Chief Burgess of Bethlehem
- In office 1914–1918

Bethlehem Councilmen
- In office 1890–1901

Personal details
- Born: March 28, 1860
- Died: Unknown
- Party: Democratic
- Occupation: Coachbuilder

= James Yeakel =

American politician

James Milton Yeakel was an American politician who served as mayor of Bethlehem, Pennsylvania, for eight years between 1922 and 1930. Before entering politics Yeakel worked as a Coachbuilder.

==Biography==
===Early life===
Yeakel was born on March 28, 1860, in Bethlehem to Peter and Marguerite Yeakel, both immigrants from Germany. He attended public school until he was thirteen when he would be privately tutored by Moravian professor Ambrose Rondthaler. He worked on his family farm until he was apprenticed to a wheelwright named Henry S. Sellers. Starting in 1890 he worked as a Coachbuilder with a partner at the Fatzinger & Yeakel company, until Mr. Fatzinger died and Yeakel took sole ownership of the company.

===Town council===
Yeakel was elected to the Bethlehem council in 1890, having been elected to the office three times, and appointed to the office once, serving until 1901. He was one of the few Democrats on the otherwise strongly Republican council.

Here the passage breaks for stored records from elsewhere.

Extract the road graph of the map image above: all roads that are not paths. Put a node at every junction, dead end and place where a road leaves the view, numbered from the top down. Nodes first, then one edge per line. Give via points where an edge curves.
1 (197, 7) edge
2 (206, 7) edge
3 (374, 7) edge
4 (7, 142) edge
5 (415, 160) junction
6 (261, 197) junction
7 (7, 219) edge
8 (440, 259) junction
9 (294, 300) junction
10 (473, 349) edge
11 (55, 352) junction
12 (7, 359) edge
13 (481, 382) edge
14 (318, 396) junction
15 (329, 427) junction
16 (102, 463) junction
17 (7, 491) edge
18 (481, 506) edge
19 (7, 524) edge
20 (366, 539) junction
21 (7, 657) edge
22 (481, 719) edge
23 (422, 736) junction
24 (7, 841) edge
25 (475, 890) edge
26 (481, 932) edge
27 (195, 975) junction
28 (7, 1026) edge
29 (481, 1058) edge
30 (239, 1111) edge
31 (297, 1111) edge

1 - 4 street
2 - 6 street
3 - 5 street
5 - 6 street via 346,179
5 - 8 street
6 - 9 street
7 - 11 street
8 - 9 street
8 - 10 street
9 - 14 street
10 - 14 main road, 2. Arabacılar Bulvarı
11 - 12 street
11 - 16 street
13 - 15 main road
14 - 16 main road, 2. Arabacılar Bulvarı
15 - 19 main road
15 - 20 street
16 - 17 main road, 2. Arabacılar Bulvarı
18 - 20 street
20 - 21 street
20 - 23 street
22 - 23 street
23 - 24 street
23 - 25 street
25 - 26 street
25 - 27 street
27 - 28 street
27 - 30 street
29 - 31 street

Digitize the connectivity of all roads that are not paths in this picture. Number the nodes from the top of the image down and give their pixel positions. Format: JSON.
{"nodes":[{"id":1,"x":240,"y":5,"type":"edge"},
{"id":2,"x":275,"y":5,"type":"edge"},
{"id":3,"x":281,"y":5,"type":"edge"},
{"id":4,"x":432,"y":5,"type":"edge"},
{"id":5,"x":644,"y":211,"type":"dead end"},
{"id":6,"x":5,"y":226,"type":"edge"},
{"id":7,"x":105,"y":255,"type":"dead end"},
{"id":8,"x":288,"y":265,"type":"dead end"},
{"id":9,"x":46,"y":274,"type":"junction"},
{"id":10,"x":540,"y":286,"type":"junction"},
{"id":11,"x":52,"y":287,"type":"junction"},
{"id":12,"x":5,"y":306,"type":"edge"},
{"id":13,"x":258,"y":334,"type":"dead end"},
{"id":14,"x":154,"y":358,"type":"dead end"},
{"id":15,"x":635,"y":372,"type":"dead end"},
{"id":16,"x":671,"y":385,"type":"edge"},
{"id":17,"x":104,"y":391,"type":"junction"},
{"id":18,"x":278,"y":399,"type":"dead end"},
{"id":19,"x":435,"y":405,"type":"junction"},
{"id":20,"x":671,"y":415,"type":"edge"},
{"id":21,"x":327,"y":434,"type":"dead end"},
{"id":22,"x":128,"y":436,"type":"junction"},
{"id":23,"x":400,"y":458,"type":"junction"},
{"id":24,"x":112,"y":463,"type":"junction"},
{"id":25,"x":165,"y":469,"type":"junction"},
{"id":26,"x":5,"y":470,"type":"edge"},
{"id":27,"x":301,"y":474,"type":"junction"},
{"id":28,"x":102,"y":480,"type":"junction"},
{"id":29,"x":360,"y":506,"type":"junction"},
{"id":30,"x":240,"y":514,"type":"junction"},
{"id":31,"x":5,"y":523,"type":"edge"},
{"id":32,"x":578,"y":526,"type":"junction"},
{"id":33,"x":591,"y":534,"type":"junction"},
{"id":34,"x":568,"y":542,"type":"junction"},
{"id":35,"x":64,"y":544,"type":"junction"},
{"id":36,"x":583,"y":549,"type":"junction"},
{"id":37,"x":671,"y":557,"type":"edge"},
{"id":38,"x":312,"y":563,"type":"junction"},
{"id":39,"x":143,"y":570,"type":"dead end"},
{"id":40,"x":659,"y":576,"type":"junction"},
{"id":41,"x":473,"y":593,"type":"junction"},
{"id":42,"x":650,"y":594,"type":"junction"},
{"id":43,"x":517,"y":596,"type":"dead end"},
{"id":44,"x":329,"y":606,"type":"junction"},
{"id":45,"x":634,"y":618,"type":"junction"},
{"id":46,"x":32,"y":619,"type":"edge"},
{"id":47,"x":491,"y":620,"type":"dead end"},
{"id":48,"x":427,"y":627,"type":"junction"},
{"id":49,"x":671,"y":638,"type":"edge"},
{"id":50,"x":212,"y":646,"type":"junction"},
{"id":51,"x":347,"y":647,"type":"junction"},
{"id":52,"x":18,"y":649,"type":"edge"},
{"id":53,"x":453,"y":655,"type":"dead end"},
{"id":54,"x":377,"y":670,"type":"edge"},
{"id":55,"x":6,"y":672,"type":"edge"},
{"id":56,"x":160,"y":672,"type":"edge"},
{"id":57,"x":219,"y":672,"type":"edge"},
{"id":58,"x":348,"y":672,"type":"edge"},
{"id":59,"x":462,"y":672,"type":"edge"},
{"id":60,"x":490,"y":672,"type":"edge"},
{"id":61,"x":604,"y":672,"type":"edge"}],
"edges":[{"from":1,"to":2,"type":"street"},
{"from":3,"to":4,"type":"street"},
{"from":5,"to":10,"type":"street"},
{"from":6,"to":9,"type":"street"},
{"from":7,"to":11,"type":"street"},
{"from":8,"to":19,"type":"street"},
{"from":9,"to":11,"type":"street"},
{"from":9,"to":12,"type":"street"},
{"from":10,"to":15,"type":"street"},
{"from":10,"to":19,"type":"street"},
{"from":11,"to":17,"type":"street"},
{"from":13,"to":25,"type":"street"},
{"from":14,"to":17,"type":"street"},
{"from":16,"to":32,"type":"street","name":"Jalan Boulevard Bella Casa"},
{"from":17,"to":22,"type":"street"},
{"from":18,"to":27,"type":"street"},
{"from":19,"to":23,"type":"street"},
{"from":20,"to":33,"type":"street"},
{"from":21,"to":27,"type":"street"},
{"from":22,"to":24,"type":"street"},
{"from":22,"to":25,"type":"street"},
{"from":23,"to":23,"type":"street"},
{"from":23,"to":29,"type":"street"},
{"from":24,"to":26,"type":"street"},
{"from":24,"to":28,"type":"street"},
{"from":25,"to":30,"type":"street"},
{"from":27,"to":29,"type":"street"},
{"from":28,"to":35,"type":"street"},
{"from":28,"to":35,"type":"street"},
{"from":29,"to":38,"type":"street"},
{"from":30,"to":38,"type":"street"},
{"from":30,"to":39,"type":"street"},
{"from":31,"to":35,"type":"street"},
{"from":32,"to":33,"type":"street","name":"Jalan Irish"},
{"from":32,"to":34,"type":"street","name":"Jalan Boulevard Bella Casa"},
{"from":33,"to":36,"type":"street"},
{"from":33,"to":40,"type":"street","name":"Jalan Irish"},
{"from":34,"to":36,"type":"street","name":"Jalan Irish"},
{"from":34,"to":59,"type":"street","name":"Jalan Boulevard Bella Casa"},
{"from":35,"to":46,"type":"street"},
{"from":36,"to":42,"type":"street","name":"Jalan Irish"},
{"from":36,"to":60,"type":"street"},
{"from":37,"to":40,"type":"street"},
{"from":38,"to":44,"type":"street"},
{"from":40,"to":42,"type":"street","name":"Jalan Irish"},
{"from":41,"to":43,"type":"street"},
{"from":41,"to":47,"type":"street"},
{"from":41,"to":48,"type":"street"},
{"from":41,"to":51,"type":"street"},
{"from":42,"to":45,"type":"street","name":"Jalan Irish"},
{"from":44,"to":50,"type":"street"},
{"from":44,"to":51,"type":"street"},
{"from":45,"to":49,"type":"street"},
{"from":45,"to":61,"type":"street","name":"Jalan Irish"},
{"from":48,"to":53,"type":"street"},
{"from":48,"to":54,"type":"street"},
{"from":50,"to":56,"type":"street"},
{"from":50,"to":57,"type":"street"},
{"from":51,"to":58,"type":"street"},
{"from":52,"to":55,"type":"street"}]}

On November 4, 1913, he was elected Chief Burgess of Bethlehem, with his term expiring in 1918.

===Mayoralty===
Yeakel would be elected mayor in 1922. As mayor Yeakel focused his efforts on improving the city's infrastructure and services. Namely supplying clean water to city residents, ensuring sufficient fire protection and developing more land that had been previously unusable in the city's southside. As mayor he also oversaw the construction of the Hill to Hill Bridge connecting the two halves of the city. Additionally during his time as mayor the city's newspapers the Daily Times and the Globe merged to form the Bethlehem Globe-Times which is now known as The Express-Times. However, Mayor Yeakel is most infamously for his inaction as Bethlehem became known as a resort town for New Yorkers to come and commit various vices that were illegal at the time due to Prohibition. Gambling dens, brothels, and Speakeasies were commonplace in the city's southside. On November 12, 1927, officer Charles Fenton was shot and killed attempting to apprehend a robbery suspect from one of the south side's 35 brothels. His death sparked massive outcry for the city government to step in and restore law and order. Mayor Yeakel seemed disinterested at best with the growing issue of crime and violence in the city's south side. This would result in his defeat in the primaries during his re-election campaign in 1930 to Robert Pfeifle who ran on a tough on crime platform.

===Personal life===
Yeakel married Lannie née Irene on June 11, 1891.